— Directions for this task —
Print the entries in full, word for word, but not the pictures.

Collected data entries
================================
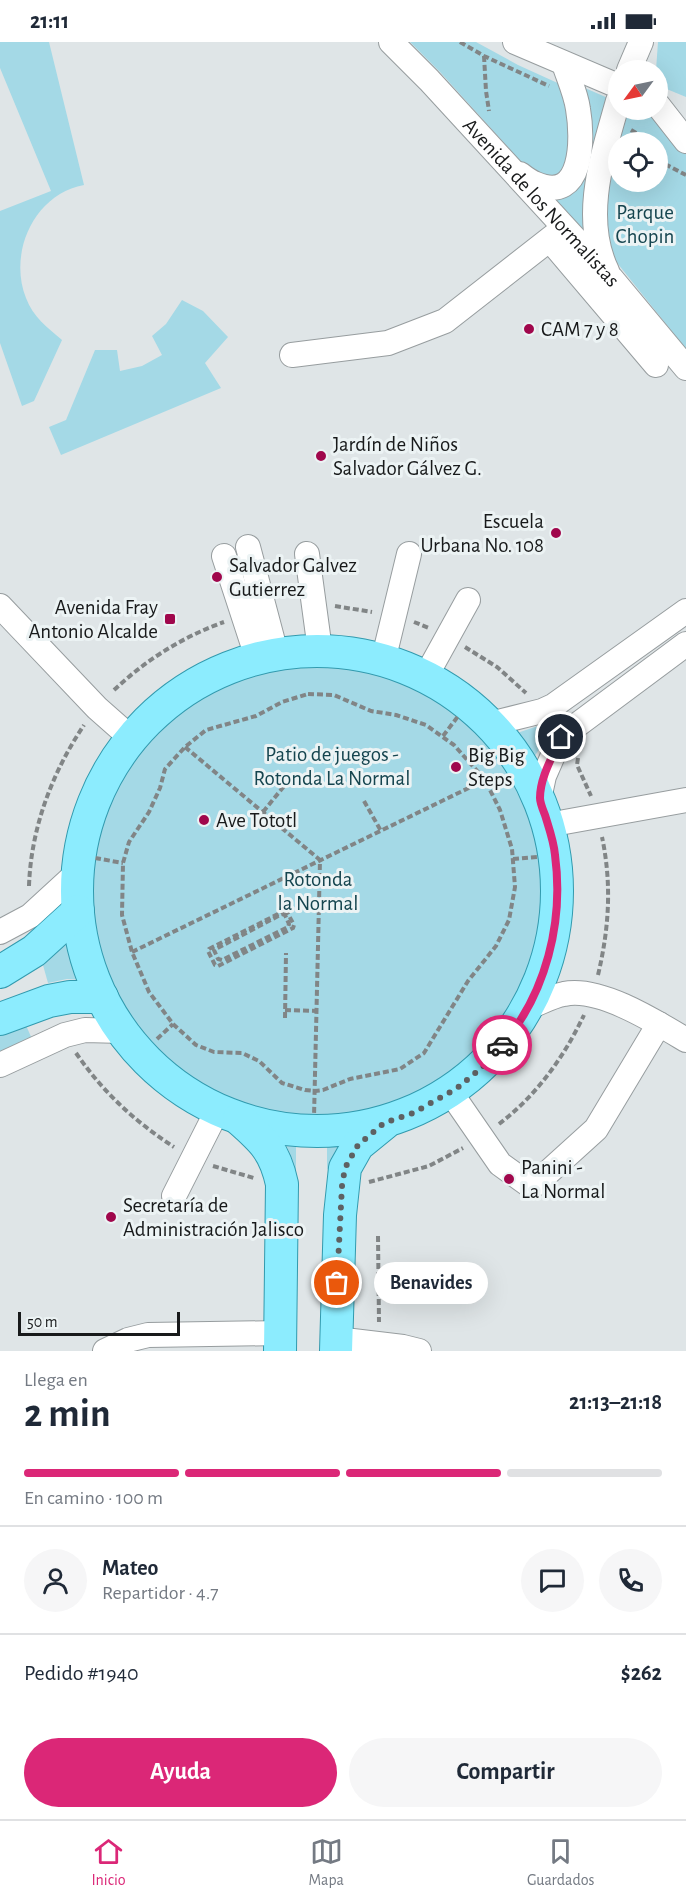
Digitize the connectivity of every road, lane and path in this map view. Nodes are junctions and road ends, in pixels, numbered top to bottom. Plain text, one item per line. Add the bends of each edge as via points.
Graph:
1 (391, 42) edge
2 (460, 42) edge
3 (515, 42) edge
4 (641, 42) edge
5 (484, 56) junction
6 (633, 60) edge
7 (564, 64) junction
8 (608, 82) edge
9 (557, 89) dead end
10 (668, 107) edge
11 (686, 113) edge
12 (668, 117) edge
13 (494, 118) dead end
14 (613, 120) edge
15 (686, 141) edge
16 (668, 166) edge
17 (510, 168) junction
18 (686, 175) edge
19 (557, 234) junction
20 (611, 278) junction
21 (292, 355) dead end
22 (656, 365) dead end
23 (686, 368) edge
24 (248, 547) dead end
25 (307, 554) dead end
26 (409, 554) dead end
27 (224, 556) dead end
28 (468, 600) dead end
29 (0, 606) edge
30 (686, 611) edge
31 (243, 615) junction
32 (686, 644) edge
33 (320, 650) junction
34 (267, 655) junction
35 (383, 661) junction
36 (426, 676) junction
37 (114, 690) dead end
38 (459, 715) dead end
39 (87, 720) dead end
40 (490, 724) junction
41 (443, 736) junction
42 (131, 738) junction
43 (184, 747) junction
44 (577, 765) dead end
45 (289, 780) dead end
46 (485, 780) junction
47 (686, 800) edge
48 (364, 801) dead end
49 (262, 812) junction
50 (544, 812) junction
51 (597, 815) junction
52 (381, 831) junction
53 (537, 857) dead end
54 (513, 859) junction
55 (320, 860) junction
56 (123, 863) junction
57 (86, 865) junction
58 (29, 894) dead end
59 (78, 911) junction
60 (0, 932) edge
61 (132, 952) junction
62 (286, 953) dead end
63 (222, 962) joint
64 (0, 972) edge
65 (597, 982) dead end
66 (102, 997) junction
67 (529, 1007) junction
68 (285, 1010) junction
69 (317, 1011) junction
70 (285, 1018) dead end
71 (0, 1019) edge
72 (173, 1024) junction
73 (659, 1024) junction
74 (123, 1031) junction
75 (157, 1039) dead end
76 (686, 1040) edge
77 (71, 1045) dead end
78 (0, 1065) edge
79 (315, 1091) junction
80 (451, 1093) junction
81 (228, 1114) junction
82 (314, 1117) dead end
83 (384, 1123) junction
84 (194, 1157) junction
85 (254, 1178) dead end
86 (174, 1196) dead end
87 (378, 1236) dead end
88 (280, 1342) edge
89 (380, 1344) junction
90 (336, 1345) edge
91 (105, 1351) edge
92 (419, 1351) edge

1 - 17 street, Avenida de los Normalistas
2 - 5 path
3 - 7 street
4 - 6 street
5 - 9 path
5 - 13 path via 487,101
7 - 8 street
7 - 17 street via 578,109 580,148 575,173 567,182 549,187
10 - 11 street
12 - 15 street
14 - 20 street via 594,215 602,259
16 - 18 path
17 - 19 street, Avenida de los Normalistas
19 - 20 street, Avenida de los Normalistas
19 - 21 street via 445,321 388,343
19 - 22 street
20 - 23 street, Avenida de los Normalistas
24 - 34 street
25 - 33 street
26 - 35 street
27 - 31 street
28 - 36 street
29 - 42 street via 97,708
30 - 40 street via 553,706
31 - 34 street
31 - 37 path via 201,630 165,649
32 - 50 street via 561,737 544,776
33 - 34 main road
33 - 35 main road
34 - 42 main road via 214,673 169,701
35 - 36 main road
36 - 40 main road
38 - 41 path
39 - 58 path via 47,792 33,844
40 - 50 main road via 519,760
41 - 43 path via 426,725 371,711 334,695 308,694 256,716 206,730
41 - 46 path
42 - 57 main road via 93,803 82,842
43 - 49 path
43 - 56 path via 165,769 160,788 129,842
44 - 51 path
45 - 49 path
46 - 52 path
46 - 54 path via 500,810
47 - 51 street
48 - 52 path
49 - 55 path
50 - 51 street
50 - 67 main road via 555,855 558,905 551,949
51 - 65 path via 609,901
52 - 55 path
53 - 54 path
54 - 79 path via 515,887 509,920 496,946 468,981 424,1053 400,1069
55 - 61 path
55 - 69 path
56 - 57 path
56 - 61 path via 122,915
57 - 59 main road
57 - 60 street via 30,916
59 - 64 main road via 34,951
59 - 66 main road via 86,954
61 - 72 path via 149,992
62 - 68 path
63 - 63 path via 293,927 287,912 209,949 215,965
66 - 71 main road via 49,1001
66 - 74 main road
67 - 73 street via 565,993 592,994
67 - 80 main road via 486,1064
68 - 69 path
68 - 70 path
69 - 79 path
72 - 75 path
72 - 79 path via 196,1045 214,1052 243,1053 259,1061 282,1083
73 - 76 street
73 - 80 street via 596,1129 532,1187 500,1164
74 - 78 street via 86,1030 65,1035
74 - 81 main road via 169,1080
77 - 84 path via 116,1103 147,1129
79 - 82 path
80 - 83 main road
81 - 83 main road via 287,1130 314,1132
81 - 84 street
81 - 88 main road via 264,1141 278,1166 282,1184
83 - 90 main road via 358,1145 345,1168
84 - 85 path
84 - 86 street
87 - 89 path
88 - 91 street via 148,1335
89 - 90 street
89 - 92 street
================================
— Your solution —
Digitize the connectivity of every road, lane and path in this map view. Nodes are junctions and road ends, in pixels, numbered top to bottom. Plain text, one item per line. Add the bends of each edge as via points.
Graph:
1 (391, 42) edge
2 (460, 42) edge
3 (515, 42) edge
4 (641, 42) edge
5 (484, 56) junction
6 (633, 60) edge
7 (564, 64) junction
8 (608, 82) edge
9 (557, 89) dead end
10 (668, 107) edge
11 (686, 113) edge
12 (668, 117) edge
13 (494, 118) dead end
14 (613, 120) edge
15 (686, 141) edge
16 (668, 166) edge
17 (510, 168) junction
18 (686, 175) edge
19 (557, 234) junction
20 (611, 278) junction
21 (292, 355) dead end
22 (656, 365) dead end
23 (686, 368) edge
24 (248, 547) dead end
25 (307, 554) dead end
26 (409, 554) dead end
27 (224, 556) dead end
28 (468, 600) dead end
29 (0, 606) edge
30 (686, 611) edge
31 (243, 615) junction
32 (686, 644) edge
33 (320, 650) junction
34 (267, 655) junction
35 (383, 661) junction
36 (426, 676) junction
37 (114, 690) dead end
38 (459, 715) dead end
39 (87, 720) dead end
40 (490, 724) junction
41 (443, 736) junction
42 (131, 738) junction
43 (184, 747) junction
44 (577, 765) dead end
45 (289, 780) dead end
46 (485, 780) junction
47 (686, 800) edge
48 (364, 801) dead end
49 (262, 812) junction
50 (544, 812) junction
51 (597, 815) junction
52 (381, 831) junction
53 (537, 857) dead end
54 (513, 859) junction
55 (320, 860) junction
56 (123, 863) junction
57 (86, 865) junction
58 (29, 894) dead end
59 (78, 911) junction
60 (0, 932) edge
61 (132, 952) junction
62 (286, 953) dead end
63 (222, 962) joint
64 (0, 972) edge
65 (597, 982) dead end
66 (102, 997) junction
67 (529, 1007) junction
68 (285, 1010) junction
69 (317, 1011) junction
70 (285, 1018) dead end
71 (0, 1019) edge
72 (173, 1024) junction
73 (659, 1024) junction
74 (123, 1031) junction
75 (157, 1039) dead end
76 (686, 1040) edge
77 (71, 1045) dead end
78 (0, 1065) edge
79 (315, 1091) junction
80 (451, 1093) junction
81 (228, 1114) junction
82 (314, 1117) dead end
83 (384, 1123) junction
84 (194, 1157) junction
85 (254, 1178) dead end
86 (174, 1196) dead end
87 (378, 1236) dead end
88 (280, 1342) edge
89 (380, 1344) junction
90 (336, 1345) edge
91 (105, 1351) edge
92 (419, 1351) edge

1 - 17 street, Avenida de los Normalistas
2 - 5 path
3 - 7 street
4 - 6 street
5 - 9 path
5 - 13 path via 487,101
7 - 8 street
7 - 17 street via 578,109 580,148 575,173 567,182 549,187
10 - 11 street
12 - 15 street
14 - 20 street via 594,215 602,259
16 - 18 path
17 - 19 street, Avenida de los Normalistas
19 - 20 street, Avenida de los Normalistas
19 - 21 street via 445,321 388,343
19 - 22 street
20 - 23 street, Avenida de los Normalistas
24 - 34 street
25 - 33 street
26 - 35 street
27 - 31 street
28 - 36 street
29 - 42 street via 97,708
30 - 40 street via 553,706
31 - 34 street
31 - 37 path via 201,630 165,649
32 - 50 street via 561,737 544,776
33 - 34 main road
33 - 35 main road
34 - 42 main road via 214,673 169,701
35 - 36 main road
36 - 40 main road
38 - 41 path
39 - 58 path via 47,792 33,844
40 - 50 main road via 519,760
41 - 43 path via 426,725 371,711 334,695 308,694 256,716 206,730
41 - 46 path
42 - 57 main road via 93,803 82,842
43 - 49 path
43 - 56 path via 165,769 160,788 129,842
44 - 51 path
45 - 49 path
46 - 52 path
46 - 54 path via 500,810
47 - 51 street
48 - 52 path
49 - 55 path
50 - 51 street
50 - 67 main road via 555,855 558,905 551,949
51 - 65 path via 609,901
52 - 55 path
53 - 54 path
54 - 79 path via 515,887 509,920 496,946 468,981 424,1053 400,1069
55 - 61 path
55 - 69 path
56 - 57 path
56 - 61 path via 122,915
57 - 59 main road
57 - 60 street via 30,916
59 - 64 main road via 34,951
59 - 66 main road via 86,954
61 - 72 path via 149,992
62 - 68 path
63 - 63 path via 293,927 287,912 209,949 215,965
66 - 71 main road via 49,1001
66 - 74 main road
67 - 73 street via 565,993 592,994
67 - 80 main road via 486,1064
68 - 69 path
68 - 70 path
69 - 79 path
72 - 75 path
72 - 79 path via 196,1045 214,1052 243,1053 259,1061 282,1083
73 - 76 street
73 - 80 street via 596,1129 532,1187 500,1164
74 - 78 street via 86,1030 65,1035
74 - 81 main road via 169,1080
77 - 84 path via 116,1103 147,1129
79 - 82 path
80 - 83 main road
81 - 83 main road via 287,1130 314,1132
81 - 84 street
81 - 88 main road via 264,1141 278,1166 282,1184
83 - 90 main road via 358,1145 345,1168
84 - 85 path
84 - 86 street
87 - 89 path
88 - 91 street via 148,1335
89 - 90 street
89 - 92 street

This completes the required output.